Investors appeared to get worried after FDA staffers cited worries about lung safety issues with Alexza Pharmaceuticals' ($ALXA) inhaled anti-agitation drug Adasuve. Shares of the developers stock were down 47.47% yesterday, with the safety concerns potentially slimming the odds that the drug will gain U.S. approval for patients with schizophrenia or bipolar disorder as hoped early next year.

Pulmonary safety risks were among the concerns that sunk Alexza's last attempt to gain FDA approval of the drug in fall 2010. The recent FDA staff review said the drug appeared to be effective in reducing agitation in patients, but the reviewers were unsatisfied that the company had answered lingering questions about the risk of airway threats to patients who take the treatment, Reuters reported.

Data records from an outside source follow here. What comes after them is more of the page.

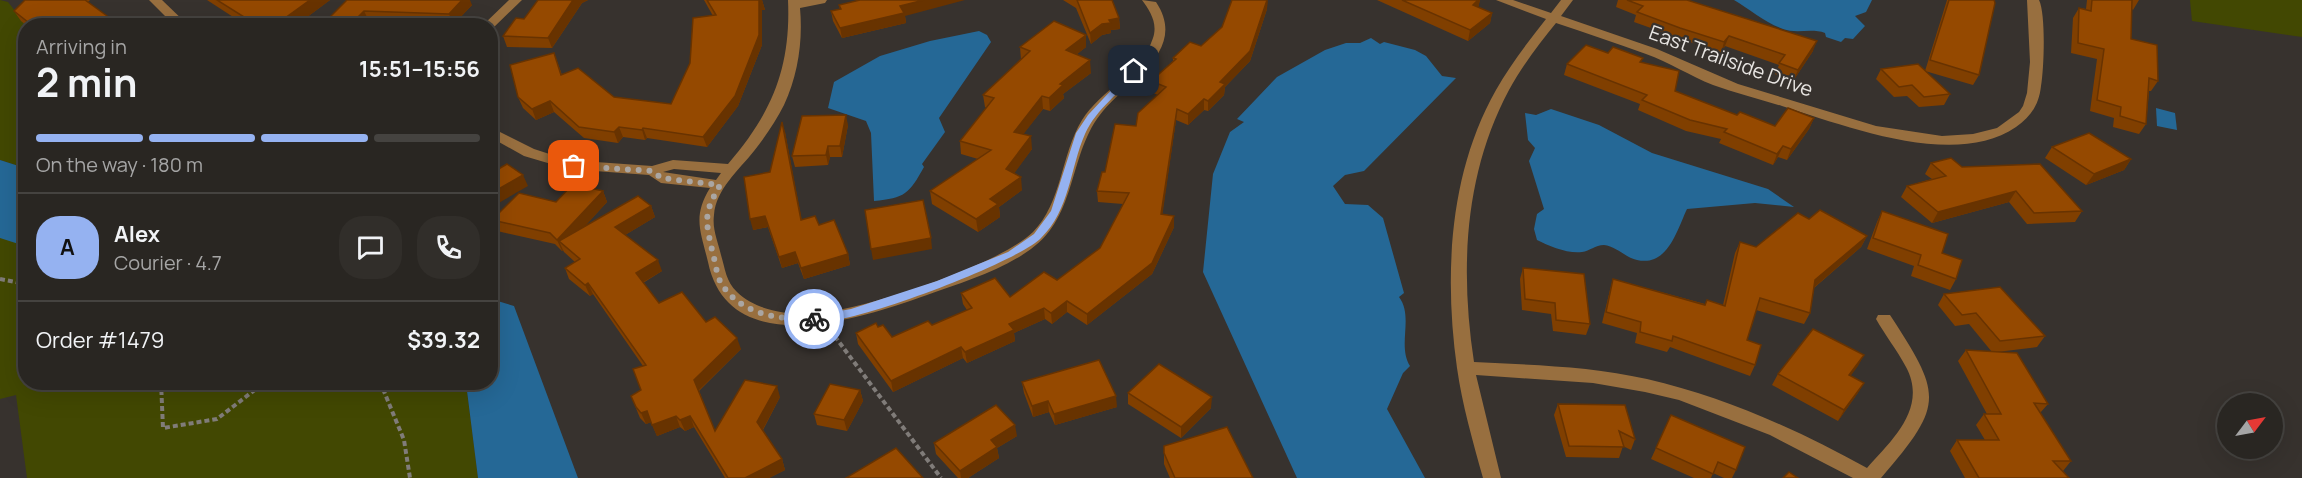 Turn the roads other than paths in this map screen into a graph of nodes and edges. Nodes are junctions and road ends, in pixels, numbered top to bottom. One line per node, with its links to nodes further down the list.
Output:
1 (155, 0): 9 (street)
2 (516, 0): 10 (street)
3 (821, 0): 8 (street)
4 (1148, 0): 15 (street)
5 (1502, 0): 11 (street, East Trailside Drive)
6 (1567, 0): 11 (street)
7 (2033, 0): 11 (street, East Trailside Drive)
8 (795, 2): 13 (street)
9 (174, 18)
10 (497, 18)
11 (1553, 18): 17 (street)
12 (498, 136): 14 (street)
13 (733, 169): 14 (street); 15 (street)
14 (653, 171): 15 (street)
15 (720, 185)
16 (1884, 319): 19 (street)
17 (1465, 368): 18 (street); 19 (street)
18 (1492, 478)
19 (1869, 478) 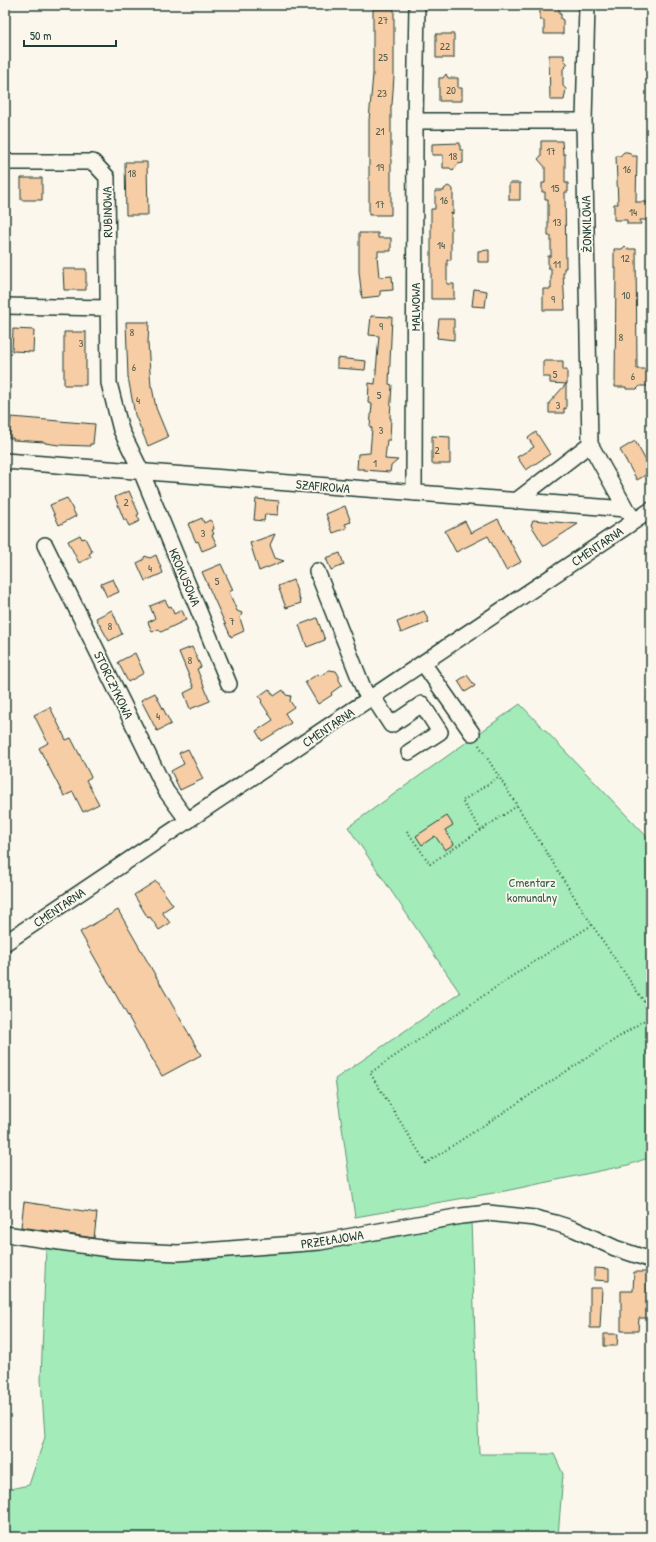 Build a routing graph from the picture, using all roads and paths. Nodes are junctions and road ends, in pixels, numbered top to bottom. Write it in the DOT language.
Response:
graph roads {
  1 [pos="417,5"];
  2 [pos="587,5"];
  3 [pos="415,121"];
  4 [pos="584,121"];
  5 [pos="5,162"];
  6 [pos="5,306"];
  7 [pos="108,308"];
  8 [pos="590,444"];
  9 [pos="5,461"];
  10 [pos="141,471"];
  11 [pos="414,493"];
  12 [pos="516,501"];
  13 [pos="626,509"];
  14 [pos="651,510"];
  15 [pos="636,521"];
  16 [pos="45,545"];
  17 [pos="316,571"];
  18 [pos="423,663"];
  19 [pos="229,684"];
  20 [pos="371,698"];
  21 [pos="472,734"];
  22 [pos="409,752"];
  23 [pos="499,777"];
  24 [pos="518,806"];
  25 [pos="188,821"];
  26 [pos="481,830"];
  27 [pos="407,831"];
  28 [pos="592,925"];
  29 [pos="5,943"];
  30 [pos="651,1012"];
  31 [pos="651,1016"];
  32 [pos="5,1234"];
  33 [pos="651,1260"];
  1 -- 3 [label="street, MALWOWA"];
  2 -- 4 [label="street, ŻONKILOWA"];
  3 -- 4 [label="street"];
  3 -- 11 [label="street, MALWOWA"];
  4 -- 8 [label="street, ŻONKILOWA"];
  5 -- 7 [label="street, RUBINOWA"];
  6 -- 7 [label="street"];
  7 -- 10 [label="street, RUBINOWA"];
  8 -- 12 [label="street"];
  8 -- 13 [label="street, ŻONKILOWA"];
  9 -- 10 [label="street, SZAFIROWA"];
  10 -- 11 [label="street, SZAFIROWA"];
  10 -- 19 [label="street, KROKUSOWA"];
  11 -- 12 [label="street, SZAFIROWA"];
  12 -- 13 [label="street, SZAFIROWA"];
  13 -- 15 [label="street"];
  14 -- 15 [label="street, CMENTARNA"];
  15 -- 18 [label="street, CMENTARNA"];
  16 -- 25 [label="street, STORCZYKOWA"];
  17 -- 20 [label="street"];
  18 -- 20 [label="street, CMENTARNA"];
  18 -- 21 [label="street"];
  20 -- 22 [label="street"];
  20 -- 25 [label="street, CMENTARNA"];
  21 -- 23 [label="path"];
  23 -- 24 [label="path"];
  23 -- 26 [label="path"];
  24 -- 26 [label="path"];
  24 -- 28 [label="path"];
  25 -- 29 [label="street, CMENTARNA"];
  26 -- 27 [label="path"];
  28 -- 30 [label="path"];
  28 -- 31 [label="path"];
  32 -- 33 [label="street, PRZEŁAJOWA"];
} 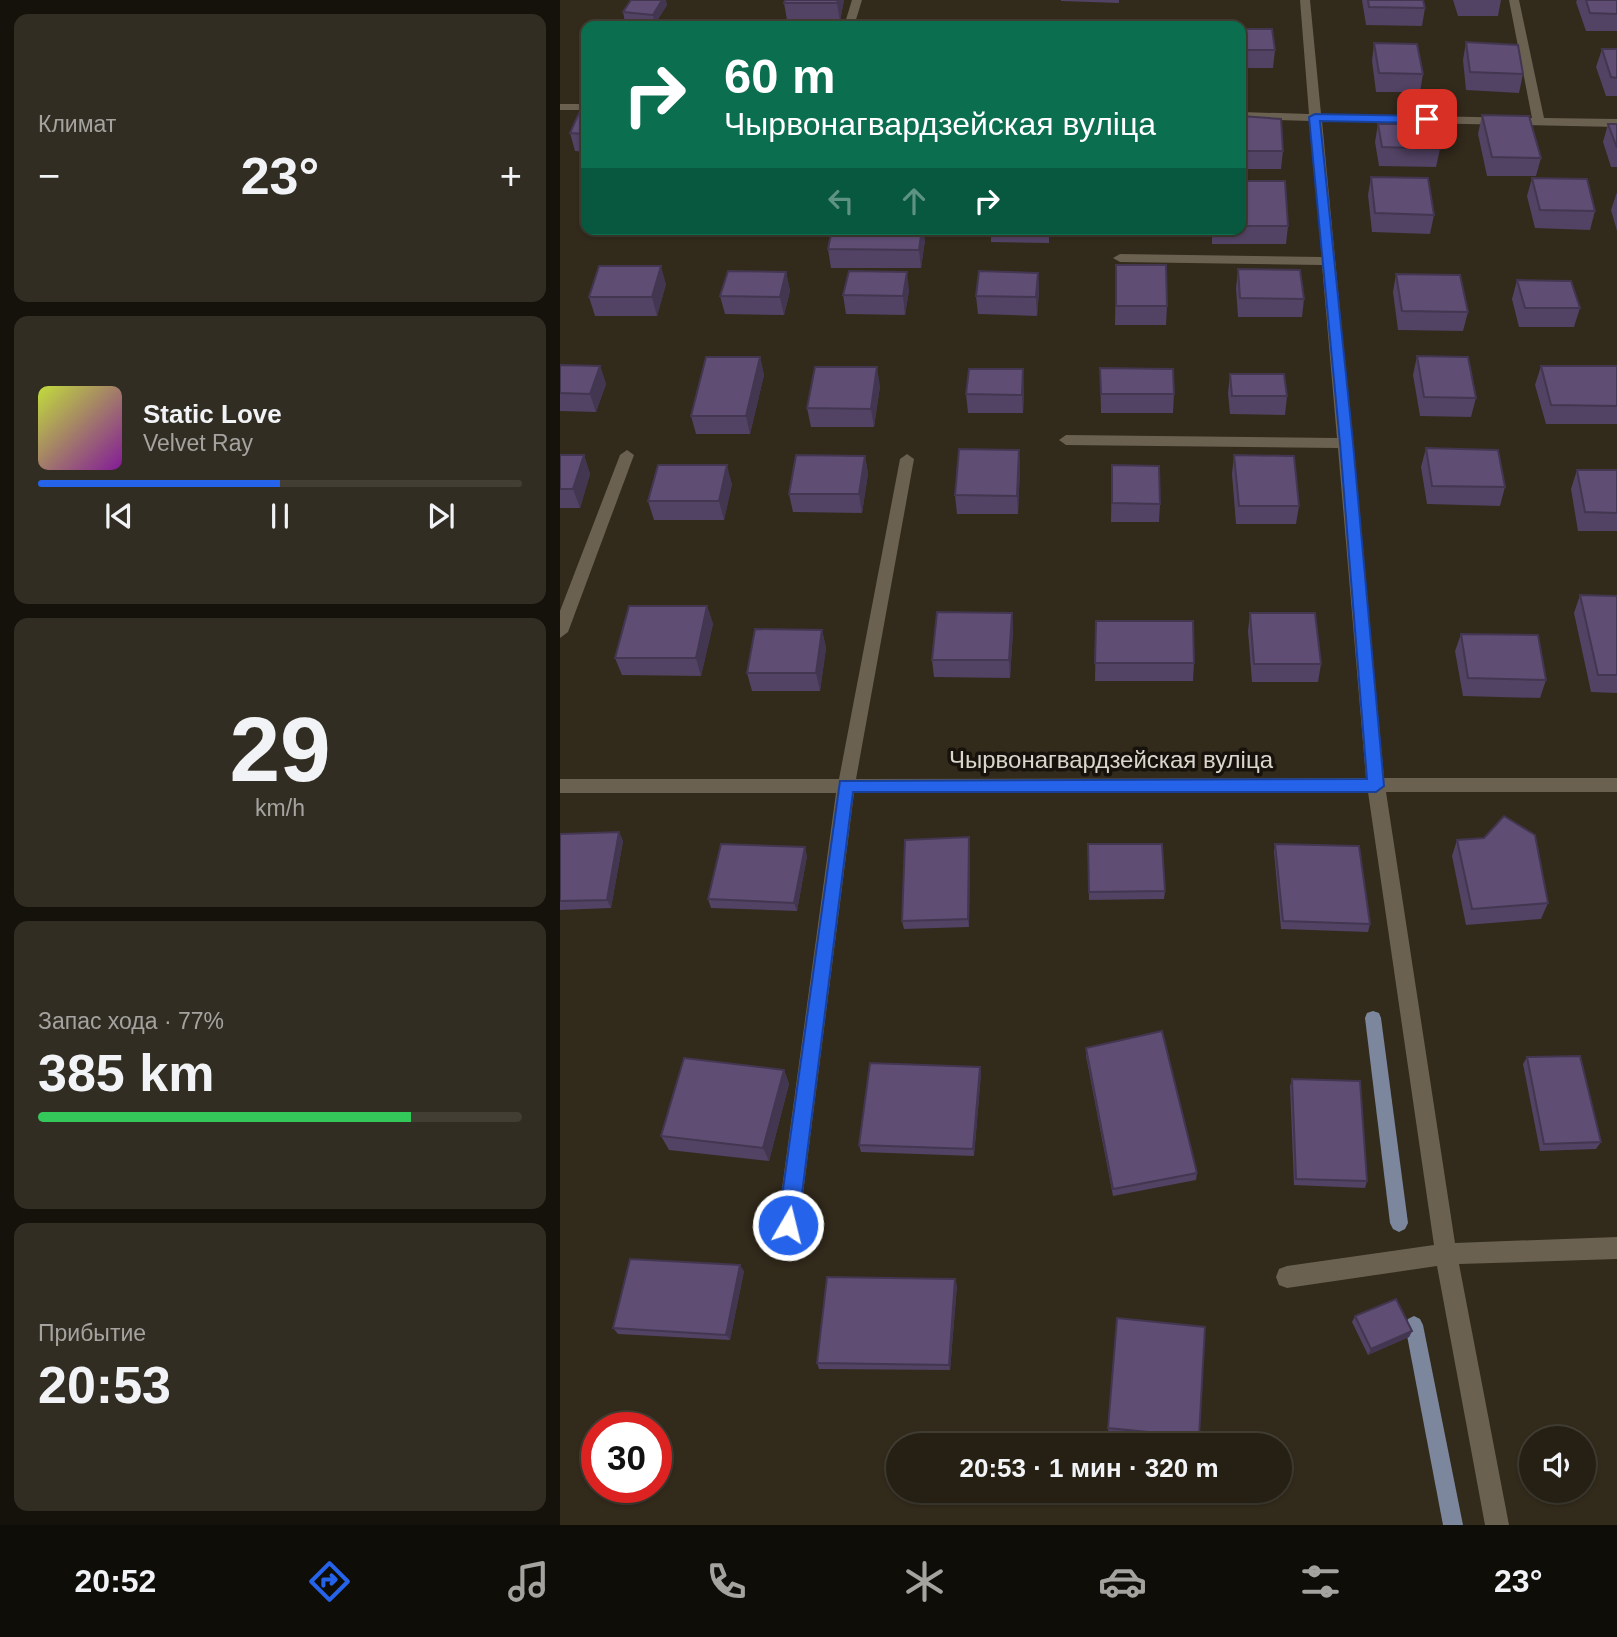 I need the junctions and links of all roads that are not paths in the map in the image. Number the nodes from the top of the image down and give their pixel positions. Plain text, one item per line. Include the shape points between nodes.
1 (857, 0) edge
2 (1305, 0) edge
3 (1514, 0) edge
4 (851, 21) edge
5 (560, 107) edge
6 (581, 107) edge
7 (1246, 116) edge
8 (1315, 117) junction
9 (1539, 121) junction
10 (1617, 123) edge
11 (1120, 258) dead end
12 (1329, 261) junction
13 (1066, 440) dead end
14 (1347, 443) junction
15 (627, 455) dead end
16 (907, 459) dead end
17 (560, 632) edge
18 (1617, 785) edge
19 (560, 786) edge
20 (846, 786) junction
21 (1376, 786) junction
22 (788, 1225) dead end
23 (1617, 1248) edge
24 (1446, 1254) junction
25 (1287, 1277) dead end
26 (1497, 1525) edge

1 - 4 street
2 - 8 street
3 - 9 street
5 - 6 street
7 - 8 street
8 - 9 street
8 - 12 street
9 - 10 street
11 - 12 street
12 - 14 street
13 - 14 street
14 - 21 street
15 - 17 street
16 - 20 street
18 - 21 street, Чырвонагвардзейская вуліца
19 - 20 street, Чырвонагвардзейская вуліца
20 - 21 street, Чырвонагвардзейская вуліца
20 - 22 street
21 - 24 street
23 - 24 street
24 - 25 street
24 - 26 street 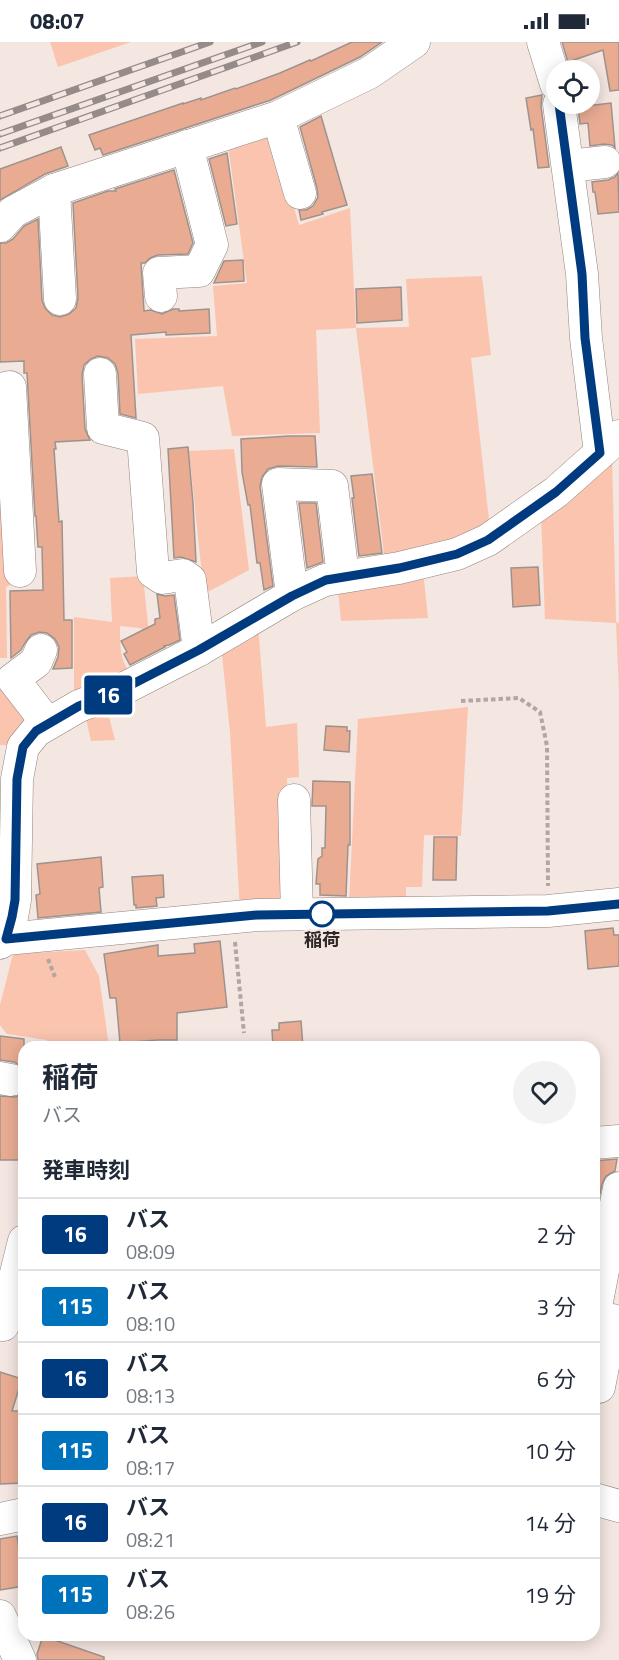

Alexza's drug offers the convenience of an inhaled therapy for a condition that now gets treated with a menu of injected drugs, and bringing the therapy quickly into the bloodstream via the lungs could also be beneficial, yet regulators have a track record of harping on safety issues of drugs despite such advantages. With the harsh critique of the drug in the FDA staff review, investors appeared to flee from Alexza's stock ahead of a Feb. 4 action date on the developer's application for approval.

But if the FDA approval of the sleep drug Intermezzo--a reformulated Ambien treatment that was twice rejected by the agency--taught us anything last month, persistence and perseverance in drug development can pay off eventually.